**Required work**: All lines with the word "main" are to be found and copied from the listing.

**Supplied data**:

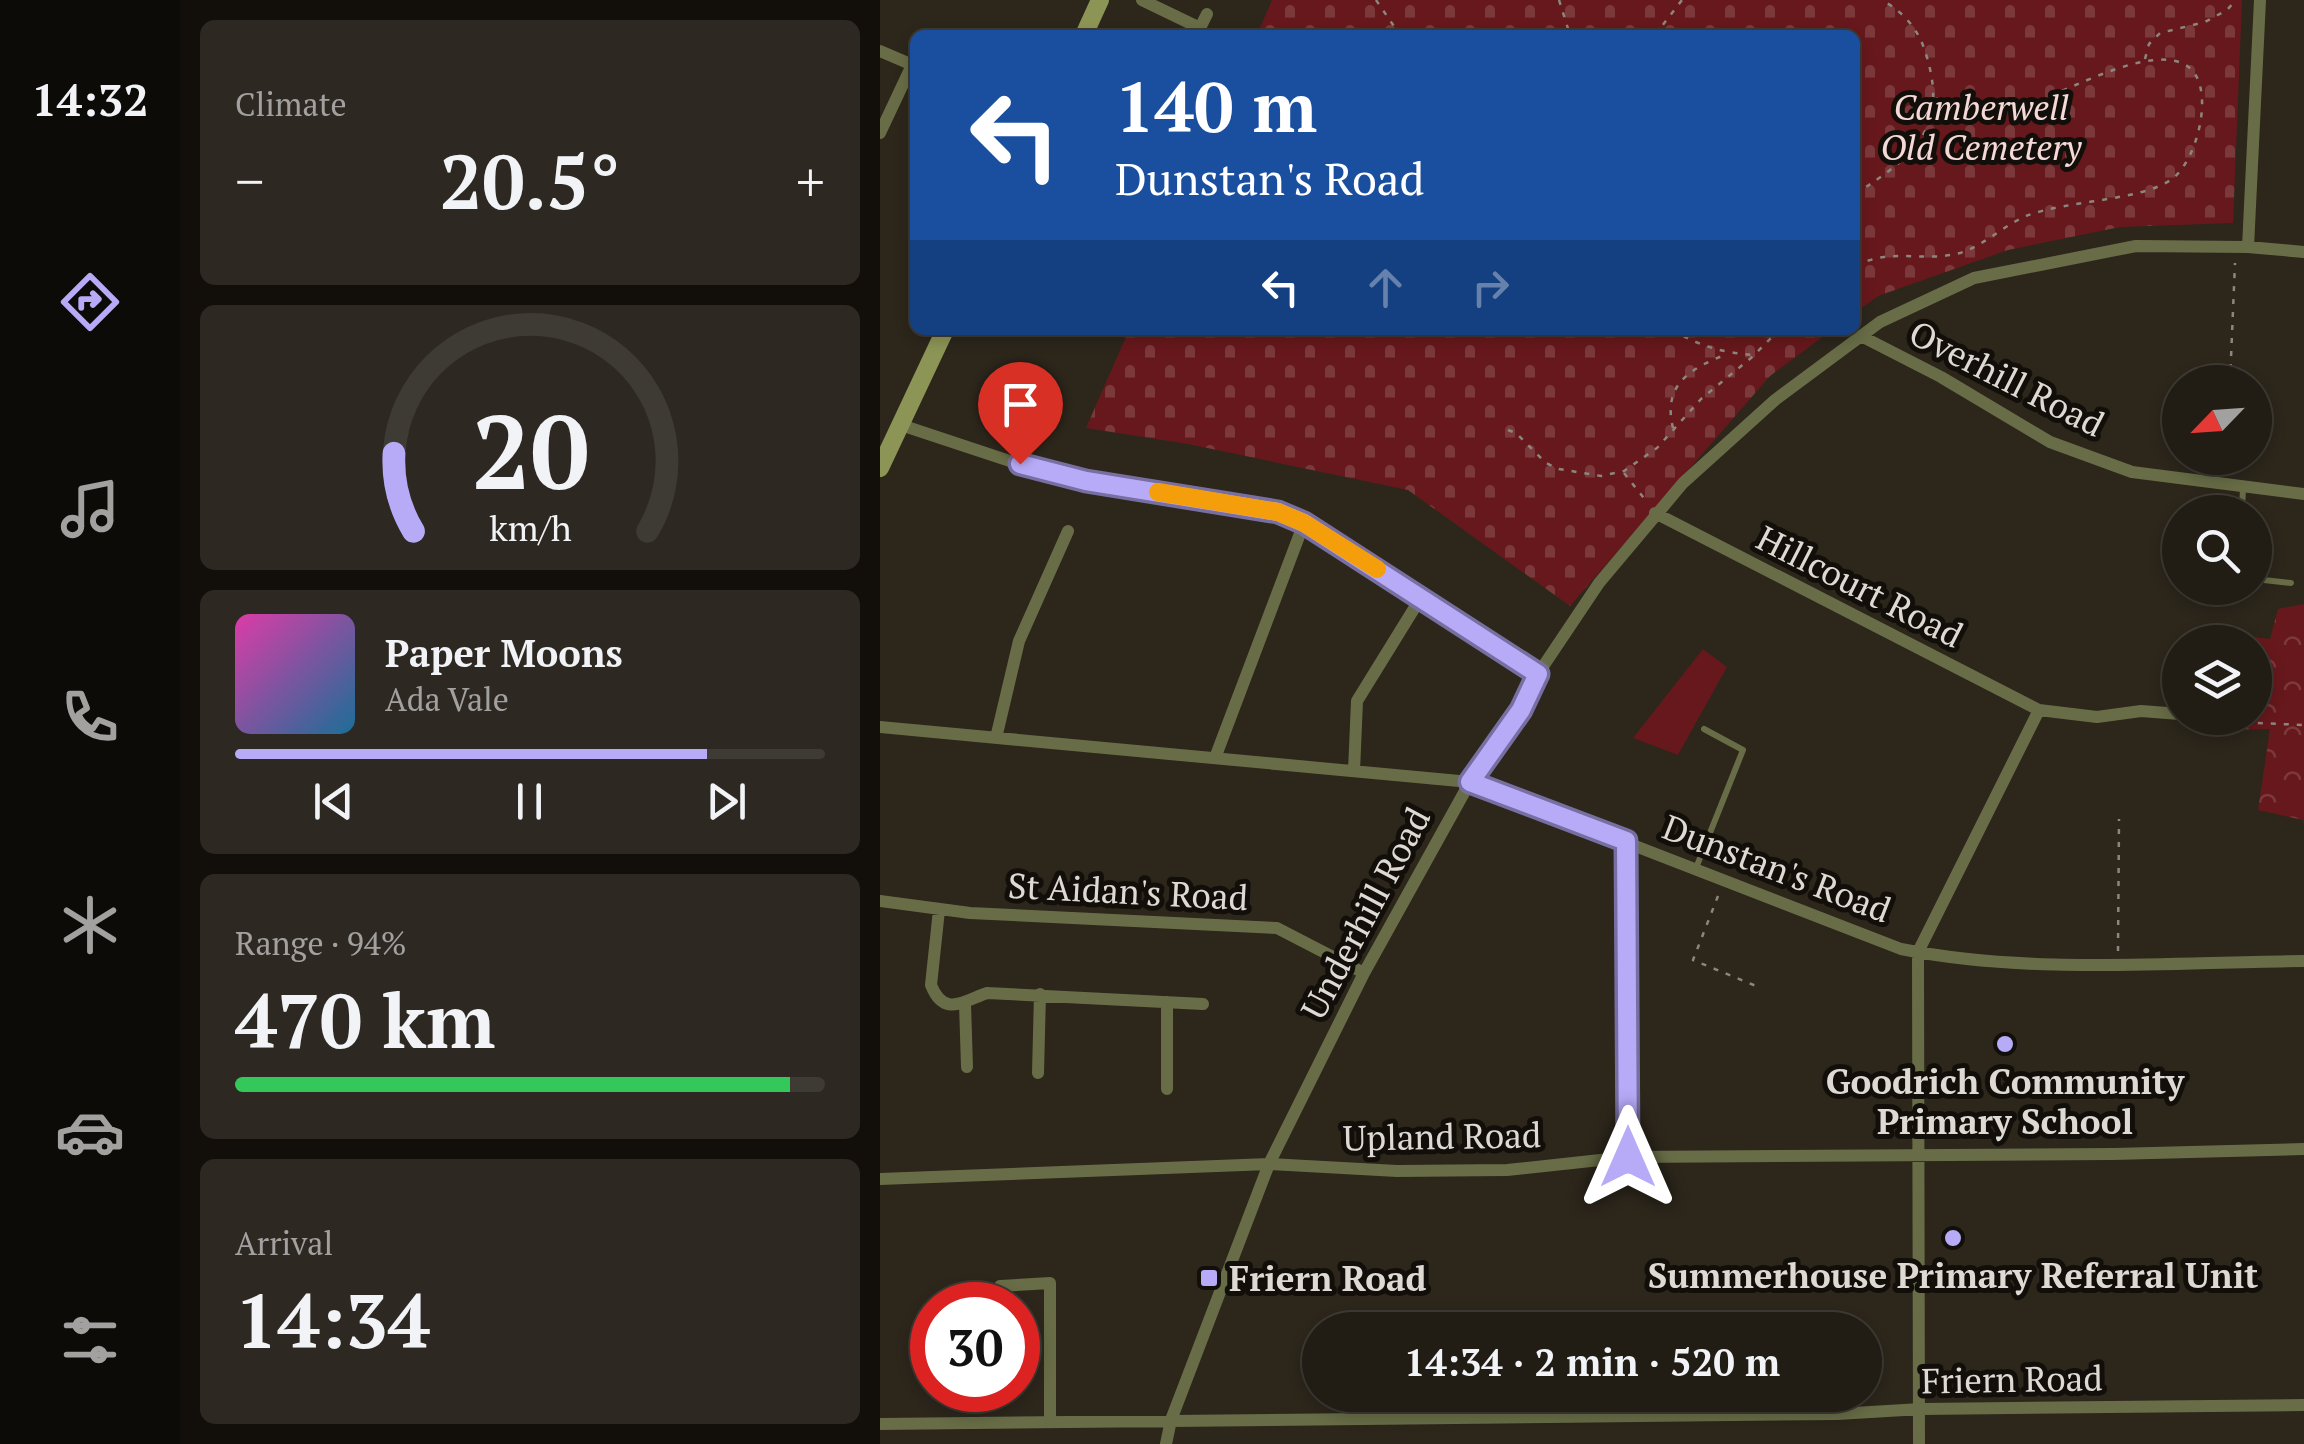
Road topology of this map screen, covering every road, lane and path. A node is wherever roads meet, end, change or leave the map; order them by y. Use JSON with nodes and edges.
{"nodes":[{"id":1,"x":1100,"y":0,"type":"edge"},
{"id":2,"x":1142,"y":0,"type":"edge"},
{"id":3,"x":1376,"y":0,"type":"edge"},
{"id":4,"x":1559,"y":0,"type":"edge"},
{"id":5,"x":1682,"y":0,"type":"edge"},
{"id":6,"x":1881,"y":0,"type":"edge"},
{"id":7,"x":2236,"y":0,"type":"edge"},
{"id":8,"x":2260,"y":0,"type":"edge"},
{"id":9,"x":1207,"y":14,"type":"dead end"},
{"id":10,"x":1086,"y":30,"type":"edge"},
{"id":11,"x":1195,"y":30,"type":"edge"},
{"id":12,"x":1200,"y":30,"type":"edge"},
{"id":13,"x":1397,"y":30,"type":"edge"},
{"id":14,"x":1568,"y":30,"type":"edge"},
{"id":15,"x":1658,"y":30,"type":"edge"},
{"id":16,"x":880,"y":51,"type":"edge"},
{"id":17,"x":2144,"y":61,"type":"junction"},
{"id":18,"x":910,"y":64,"type":"edge"},
{"id":19,"x":910,"y":74,"type":"edge"},
{"id":20,"x":1936,"y":98,"type":"junction"},
{"id":21,"x":880,"y":133,"type":"edge"},
{"id":22,"x":1860,"y":191,"type":"edge"},
{"id":23,"x":2242,"y":247,"type":"junction"},
{"id":24,"x":2304,"y":252,"type":"edge"},
{"id":25,"x":1860,"y":263,"type":"edge"},
{"id":26,"x":943,"y":335,"type":"edge"},
{"id":27,"x":1681,"y":335,"type":"edge"},
{"id":28,"x":1774,"y":335,"type":"edge"},
{"id":29,"x":1861,"y":336,"type":"junction"},
{"id":30,"x":1726,"y":354,"type":"junction"},
{"id":31,"x":1755,"y":355,"type":"junction"},
{"id":32,"x":2232,"y":365,"type":"edge"},
{"id":33,"x":901,"y":426,"type":"junction"},
{"id":34,"x":1673,"y":429,"type":"junction"},
{"id":35,"x":1508,"y":430,"type":"dead end"},
{"id":36,"x":880,"y":468,"type":"edge"},
{"id":37,"x":1624,"y":471,"type":"junction"},
{"id":38,"x":2243,"y":485,"type":"junction"},
{"id":39,"x":2304,"y":494,"type":"edge"},
{"id":40,"x":2243,"y":495,"type":"edge"},
{"id":41,"x":1656,"y":513,"type":"junction"},
{"id":42,"x":1304,"y":523,"type":"junction"},
{"id":43,"x":1068,"y":531,"type":"dead end"},
{"id":44,"x":2272,"y":581,"type":"edge"},
{"id":45,"x":2291,"y":583,"type":"dead end"},
{"id":46,"x":1420,"y":599,"type":"junction"},
{"id":47,"x":1538,"y":674,"type":"junction"},
{"id":48,"x":2039,"y":710,"type":"junction"},
{"id":49,"x":2162,"y":713,"type":"edge"},
{"id":50,"x":2272,"y":724,"type":"edge"},
{"id":51,"x":2304,"y":725,"type":"edge"},
{"id":52,"x":880,"y":728,"type":"edge"},
{"id":53,"x":1704,"y":729,"type":"dead end"},
{"id":54,"x":996,"y":738,"type":"junction"},
{"id":55,"x":1216,"y":758,"type":"junction"},
{"id":56,"x":1354,"y":770,"type":"junction"},
{"id":57,"x":1470,"y":782,"type":"junction"},
{"id":58,"x":2119,"y":819,"type":"dead end"},
{"id":59,"x":1626,"y":841,"type":"junction"},
{"id":60,"x":1695,"y":869,"type":"junction"},
{"id":61,"x":1723,"y":880,"type":"junction"},
{"id":62,"x":880,"y":901,"type":"edge"},
{"id":63,"x":939,"y":910,"type":"junction"},
{"id":64,"x":1918,"y":952,"type":"junction"},
{"id":65,"x":2304,"y":961,"type":"edge"},
{"id":66,"x":2118,"y":963,"type":"junction"},
{"id":67,"x":1364,"y":972,"type":"junction"},
{"id":68,"x":1761,"y":988,"type":"dead end"},
{"id":69,"x":1040,"y":994,"type":"junction"},
{"id":70,"x":1168,"y":1002,"type":"junction"},
{"id":71,"x":965,"y":1004,"type":"junction"},
{"id":72,"x":1203,"y":1004,"type":"dead end"},
{"id":73,"x":967,"y":1067,"type":"dead end"},
{"id":74,"x":1038,"y":1074,"type":"dead end"},
{"id":75,"x":1167,"y":1089,"type":"dead end"},
{"id":76,"x":2304,"y":1150,"type":"edge"},
{"id":77,"x":1918,"y":1156,"type":"junction"},
{"id":78,"x":1628,"y":1157,"type":"junction"},
{"id":79,"x":1269,"y":1164,"type":"junction"},
{"id":80,"x":880,"y":1179,"type":"edge"},
{"id":81,"x":1040,"y":1284,"type":"edge"},
{"id":82,"x":2304,"y":1405,"type":"edge"},
{"id":83,"x":1921,"y":1409,"type":"junction"},
{"id":84,"x":1171,"y":1420,"type":"junction"},
{"id":85,"x":1050,"y":1422,"type":"junction"},
{"id":86,"x":880,"y":1424,"type":"edge"},
{"id":87,"x":1166,"y":1444,"type":"edge"},
{"id":88,"x":1919,"y":1444,"type":"edge"}],
"edges":[{"from":1,"to":10,"type":"main road"},
{"from":2,"to":11,"type":"street"},
{"from":3,"to":13,"type":"path"},
{"from":4,"to":14,"type":"path"},
{"from":5,"to":15,"type":"path"},
{"from":6,"to":20,"type":"path"},
{"from":7,"to":17,"type":"path"},
{"from":8,"to":23,"type":"street"},
{"from":9,"to":12,"type":"street"},
{"from":16,"to":18,"type":"street"},
{"from":17,"to":20,"type":"path"},
{"from":17,"to":25,"type":"path"},
{"from":19,"to":21,"type":"street"},
{"from":20,"to":22,"type":"path"},
{"from":23,"to":24,"type":"street","name":"Underhill Road"},
{"from":23,"to":29,"type":"street","name":"Underhill Road"},
{"from":23,"to":32,"type":"path"},
{"from":26,"to":33,"type":"main road"},
{"from":27,"to":30,"type":"path"},
{"from":28,"to":31,"type":"path"},
{"from":29,"to":38,"type":"street","name":"Overhill Road"},
{"from":29,"to":41,"type":"street","name":"Underhill Road"},
{"from":30,"to":31,"type":"path"},
{"from":30,"to":34,"type":"path"},
{"from":31,"to":34,"type":"path"},
{"from":33,"to":36,"type":"main road"},
{"from":33,"to":42,"type":"street"},
{"from":34,"to":37,"type":"path"},
{"from":35,"to":37,"type":"path"},
{"from":37,"to":41,"type":"path"},
{"from":38,"to":39,"type":"street","name":"Overhill Road"},
{"from":38,"to":40,"type":"lane"},
{"from":41,"to":47,"type":"street","name":"Underhill Road"},
{"from":41,"to":48,"type":"street","name":"Hillcourt Road"},
{"from":42,"to":46,"type":"street"},
{"from":42,"to":55,"type":"street"},
{"from":43,"to":54,"type":"street"},
{"from":44,"to":45,"type":"lane"},
{"from":46,"to":47,"type":"street"},
{"from":46,"to":56,"type":"street"},
{"from":47,"to":57,"type":"street","name":"Underhill Road"},
{"from":48,"to":49,"type":"street"},
{"from":48,"to":64,"type":"street"},
{"from":50,"to":51,"type":"path"},
{"from":52,"to":54,"type":"street","name":"Dunstan's Road"},
{"from":53,"to":60,"type":"lane"},
{"from":54,"to":55,"type":"street","name":"Dunstan's Road"},
{"from":55,"to":56,"type":"street","name":"Dunstan's Road"},
{"from":56,"to":57,"type":"street","name":"Dunstan's Road"},
{"from":57,"to":59,"type":"street","name":"Dunstan's Road"},
{"from":57,"to":67,"type":"street","name":"Underhill Road"},
{"from":58,"to":66,"type":"path"},
{"from":59,"to":60,"type":"street","name":"Dunstan's Road"},
{"from":59,"to":78,"type":"street"},
{"from":60,"to":61,"type":"street","name":"Dunstan's Road"},
{"from":61,"to":64,"type":"street","name":"Dunstan's Road"},
{"from":61,"to":68,"type":"path"},
{"from":62,"to":63,"type":"street","name":"St Aidan's Road"},
{"from":63,"to":67,"type":"street","name":"St Aidan's Road"},
{"from":63,"to":71,"type":"street"},
{"from":64,"to":66,"type":"street","name":"Dunstan's Road"},
{"from":64,"to":77,"type":"street"},
{"from":65,"to":66,"type":"street","name":"Dunstan's Road"},
{"from":67,"to":79,"type":"street","name":"Underhill Road"},
{"from":69,"to":70,"type":"street"},
{"from":69,"to":71,"type":"street"},
{"from":69,"to":74,"type":"street"},
{"from":70,"to":72,"type":"street"},
{"from":70,"to":75,"type":"street"},
{"from":71,"to":73,"type":"street"},
{"from":76,"to":77,"type":"street","name":"Upland Road"},
{"from":77,"to":78,"type":"street","name":"Upland Road"},
{"from":77,"to":83,"type":"street"},
{"from":78,"to":79,"type":"street","name":"Upland Road"},
{"from":79,"to":80,"type":"street","name":"Upland Road"},
{"from":79,"to":84,"type":"street","name":"Underhill Road"},
{"from":81,"to":85,"type":"street"},
{"from":82,"to":83,"type":"street","name":"Friern Road"},
{"from":83,"to":84,"type":"street","name":"Friern Road"},
{"from":83,"to":88,"type":"street"},
{"from":84,"to":85,"type":"street","name":"Friern Road"},
{"from":84,"to":87,"type":"street","name":"Underhill Road"},
{"from":85,"to":86,"type":"street","name":"Friern Road"}]}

**Exercise response**:
"edges":[{"from":1,"to":10,"type":"main road"},
{"from":26,"to":33,"type":"main road"},
{"from":33,"to":36,"type":"main road"},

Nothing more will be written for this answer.